Start of MATERIAL FOR THIS TASK

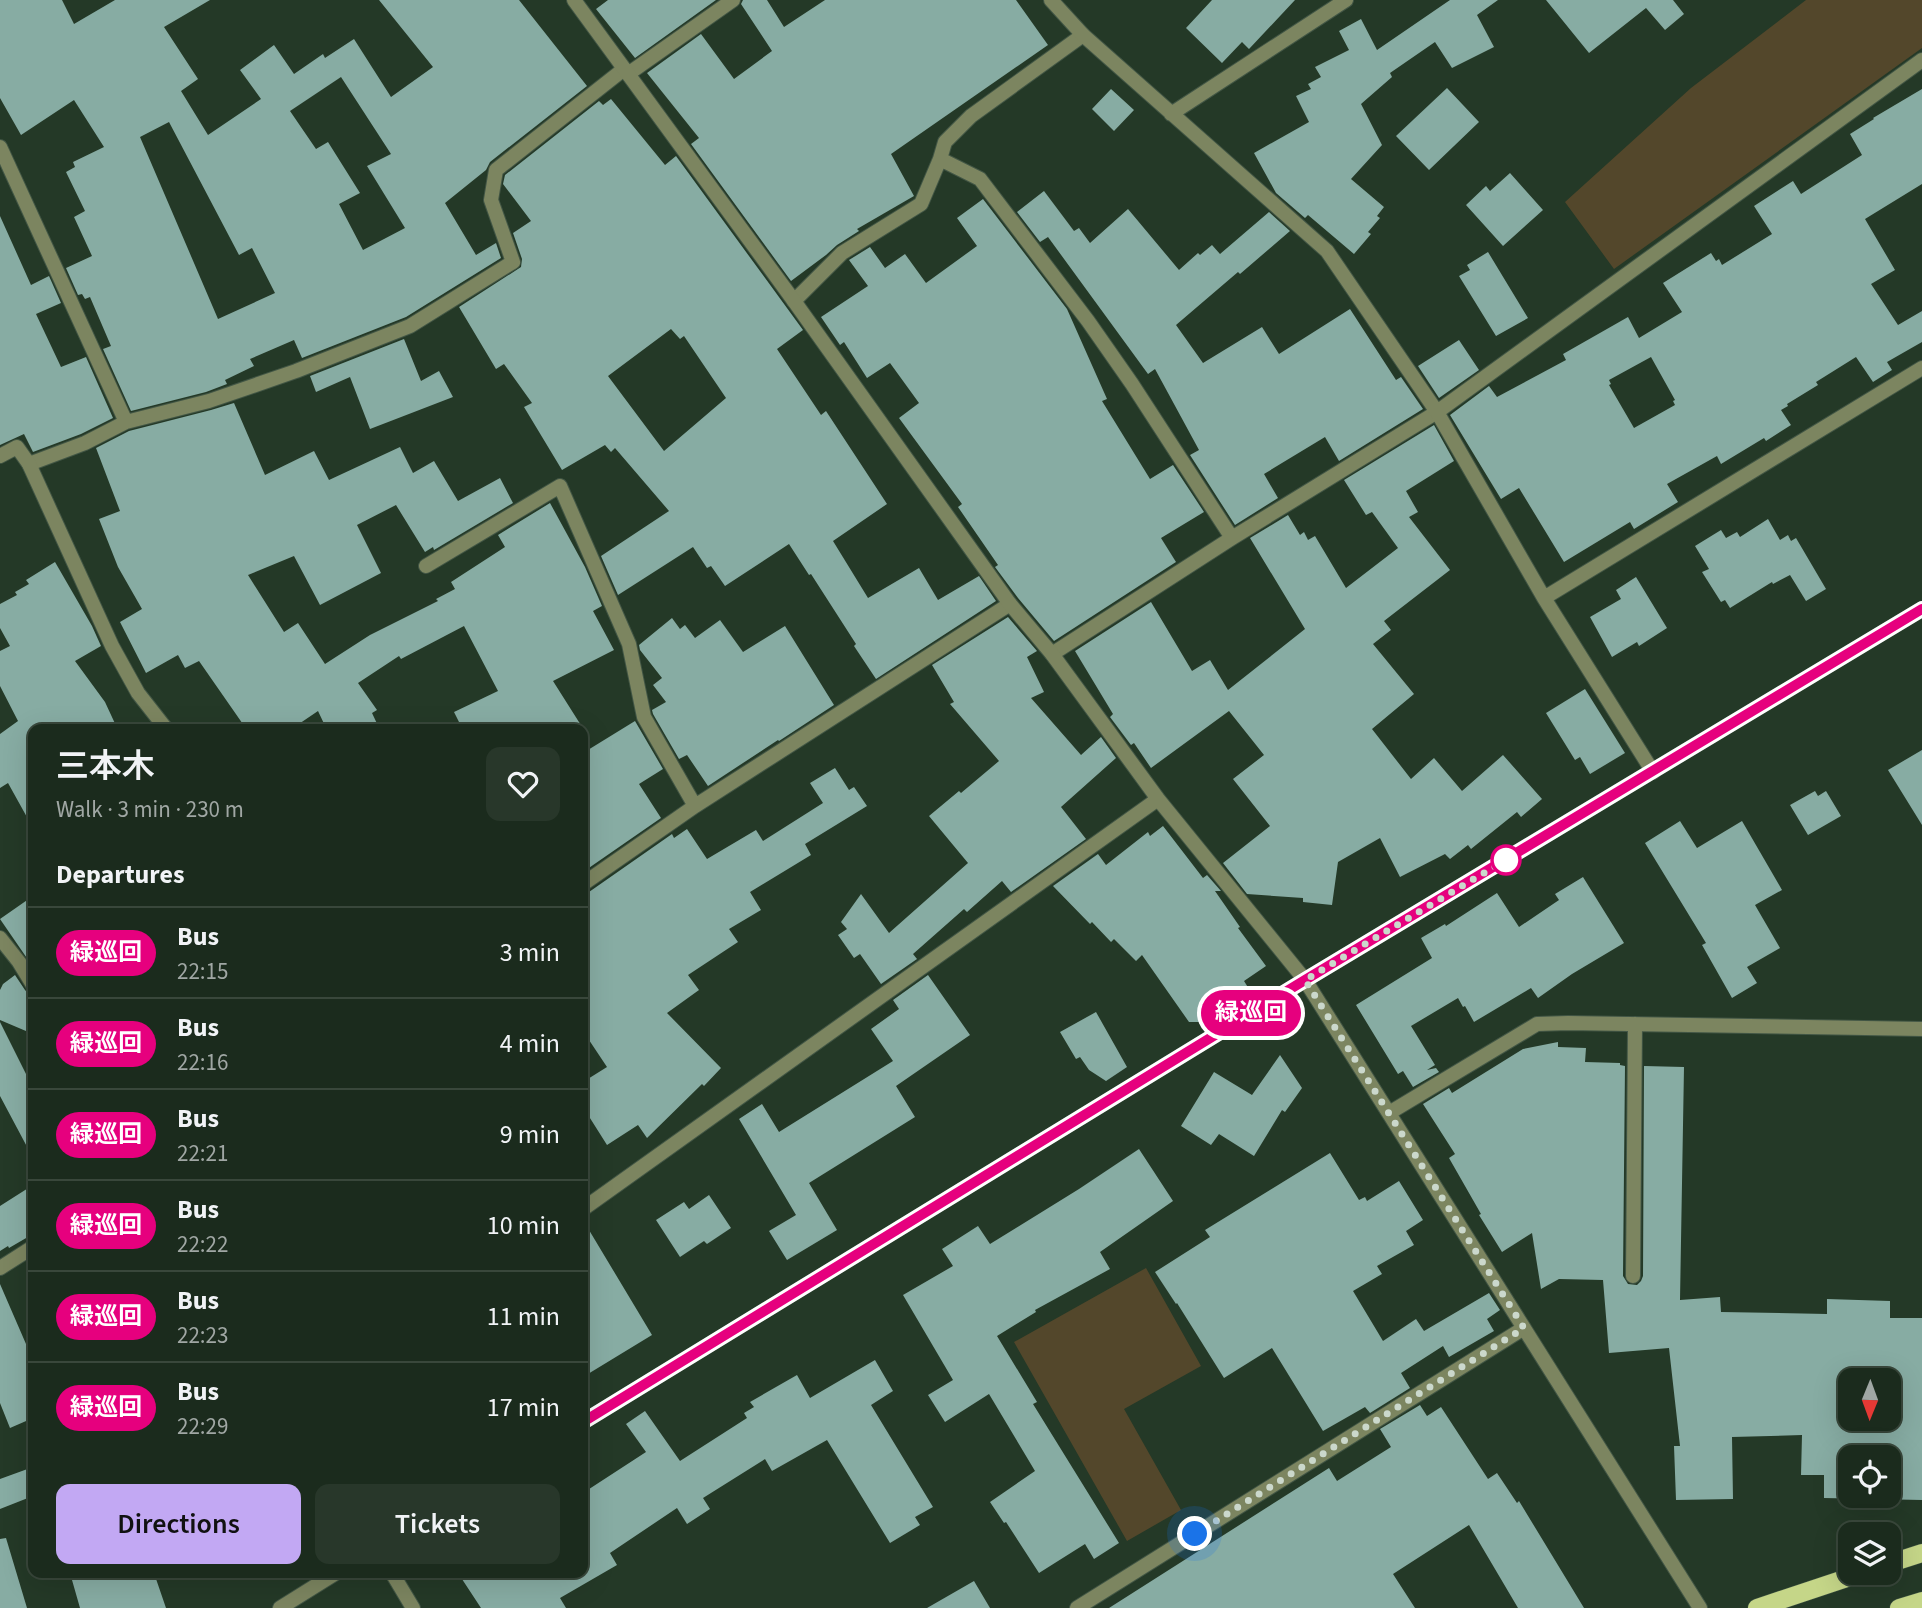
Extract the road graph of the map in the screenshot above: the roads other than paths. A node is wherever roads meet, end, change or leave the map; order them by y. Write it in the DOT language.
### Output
graph roads {
  1 [pos="574,0"];
  2 [pos="733,0"];
  3 [pos="1051,0"];
  4 [pos="1346,0"];
  5 [pos="1083,35"];
  6 [pos="1922,60"];
  7 [pos="626,72"];
  8 [pos="1171,114"];
  9 [pos="0,147"];
  10 [pos="940,159"];
  11 [pos="794,301"];
  12 [pos="1922,368"];
  13 [pos="1437,412"];
  14 [pos="126,422"];
  15 [pos="0,456"];
  16 [pos="29,464"];
  17 [pos="1231,538"];
  18 [pos="426,566"];
  19 [pos="1544,598"];
  20 [pos="1010,604"];
  21 [pos="1922,609"];
  22 [pos="1052,654"];
  23 [pos="162,724"];
  24 [pos="1653,772"];
  25 [pos="1158,799"];
  26 [pos="695,806"];
  27 [pos="588,881"];
  28 [pos="0,938"];
  29 [pos="28,977"];
  30 [pos="1305,980"];
  31 [pos="1634,1024"];
  32 [pos="1922,1029"];
  33 [pos="1389,1113"];
  34 [pos="588,1205"];
  35 [pos="28,1250"];
  36 [pos="0,1268"];
  37 [pos="1633,1276"];
  38 [pos="1524,1328"];
  39 [pos="588,1419"];
  40 [pos="1922,1553"];
  41 [pos="1901,1560"];
  42 [pos="328,1578"];
  43 [pos="395,1578"];
  44 [pos="1838,1581"];
  45 [pos="1922,1601"];
  46 [pos="281,1608"];
  47 [pos="413,1608"];
  48 [pos="1077,1608"];
  49 [pos="1700,1608"];
  50 [pos="1756,1608"];
  51 [pos="1899,1608"];
  1 -- 7 [label="street"];
  2 -- 7 [label="street"];
  3 -- 5 [label="street"];
  4 -- 8 [label="street"];
  5 -- 8 [label="street"];
  5 -- 10 [label="street"];
  6 -- 13 [label="street"];
  7 -- 11 [label="street"];
  7 -- 14 [label="street"];
  8 -- 13 [label="street"];
  9 -- 14 [label="street"];
  10 -- 11 [label="street"];
  10 -- 17 [label="street"];
  11 -- 20 [label="street"];
  12 -- 19 [label="street"];
  13 -- 17 [label="street"];
  13 -- 19 [label="street"];
  14 -- 16 [label="street"];
  15 -- 16 [label="street"];
  16 -- 23 [label="street"];
  17 -- 22 [label="street"];
  18 -- 26 [label="street"];
  19 -- 24 [label="street"];
  20 -- 22 [label="street"];
  20 -- 26 [label="street"];
  21 -- 24 [label="street"];
  22 -- 25 [label="street"];
  24 -- 30 [label="street"];
  25 -- 30 [label="street"];
  25 -- 34 [label="street"];
  26 -- 27 [label="street"];
  28 -- 29 [label="street"];
  30 -- 33 [label="street"];
  30 -- 39 [label="street"];
  31 -- 32 [label="street"];
  31 -- 33 [label="street"];
  31 -- 37 [label="street"];
  33 -- 38 [label="street"];
  35 -- 36 [label="street"];
  38 -- 48 [label="street"];
  38 -- 49 [label="street"];
  40 -- 41 [label="main road"];
  42 -- 46 [label="street"];
  43 -- 47 [label="street"];
  44 -- 50 [label="main road"];
  45 -- 51 [label="main road"];
}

End of MATERIAL FOR THIS TASK

▶ **ACTIVITY**:
Restate the data above word for word. Skip every picture.

▶ **OUTPUT FOR THIS TASK**:
Extract the road graph of the map in the screenshot above: the roads other than paths. A node is wherever roads meet, end, change or leave the map; order them by y. Write it in the DOT language.
### Output
graph roads {
  1 [pos="574,0"];
  2 [pos="733,0"];
  3 [pos="1051,0"];
  4 [pos="1346,0"];
  5 [pos="1083,35"];
  6 [pos="1922,60"];
  7 [pos="626,72"];
  8 [pos="1171,114"];
  9 [pos="0,147"];
  10 [pos="940,159"];
  11 [pos="794,301"];
  12 [pos="1922,368"];
  13 [pos="1437,412"];
  14 [pos="126,422"];
  15 [pos="0,456"];
  16 [pos="29,464"];
  17 [pos="1231,538"];
  18 [pos="426,566"];
  19 [pos="1544,598"];
  20 [pos="1010,604"];
  21 [pos="1922,609"];
  22 [pos="1052,654"];
  23 [pos="162,724"];
  24 [pos="1653,772"];
  25 [pos="1158,799"];
  26 [pos="695,806"];
  27 [pos="588,881"];
  28 [pos="0,938"];
  29 [pos="28,977"];
  30 [pos="1305,980"];
  31 [pos="1634,1024"];
  32 [pos="1922,1029"];
  33 [pos="1389,1113"];
  34 [pos="588,1205"];
  35 [pos="28,1250"];
  36 [pos="0,1268"];
  37 [pos="1633,1276"];
  38 [pos="1524,1328"];
  39 [pos="588,1419"];
  40 [pos="1922,1553"];
  41 [pos="1901,1560"];
  42 [pos="328,1578"];
  43 [pos="395,1578"];
  44 [pos="1838,1581"];
  45 [pos="1922,1601"];
  46 [pos="281,1608"];
  47 [pos="413,1608"];
  48 [pos="1077,1608"];
  49 [pos="1700,1608"];
  50 [pos="1756,1608"];
  51 [pos="1899,1608"];
  1 -- 7 [label="street"];
  2 -- 7 [label="street"];
  3 -- 5 [label="street"];
  4 -- 8 [label="street"];
  5 -- 8 [label="street"];
  5 -- 10 [label="street"];
  6 -- 13 [label="street"];
  7 -- 11 [label="street"];
  7 -- 14 [label="street"];
  8 -- 13 [label="street"];
  9 -- 14 [label="street"];
  10 -- 11 [label="street"];
  10 -- 17 [label="street"];
  11 -- 20 [label="street"];
  12 -- 19 [label="street"];
  13 -- 17 [label="street"];
  13 -- 19 [label="street"];
  14 -- 16 [label="street"];
  15 -- 16 [label="street"];
  16 -- 23 [label="street"];
  17 -- 22 [label="street"];
  18 -- 26 [label="street"];
  19 -- 24 [label="street"];
  20 -- 22 [label="street"];
  20 -- 26 [label="street"];
  21 -- 24 [label="street"];
  22 -- 25 [label="street"];
  24 -- 30 [label="street"];
  25 -- 30 [label="street"];
  25 -- 34 [label="street"];
  26 -- 27 [label="street"];
  28 -- 29 [label="street"];
  30 -- 33 [label="street"];
  30 -- 39 [label="street"];
  31 -- 32 [label="street"];
  31 -- 33 [label="street"];
  31 -- 37 [label="street"];
  33 -- 38 [label="street"];
  35 -- 36 [label="street"];
  38 -- 48 [label="street"];
  38 -- 49 [label="street"];
  40 -- 41 [label="main road"];
  42 -- 46 [label="street"];
  43 -- 47 [label="street"];
  44 -- 50 [label="main road"];
  45 -- 51 [label="main road"];
}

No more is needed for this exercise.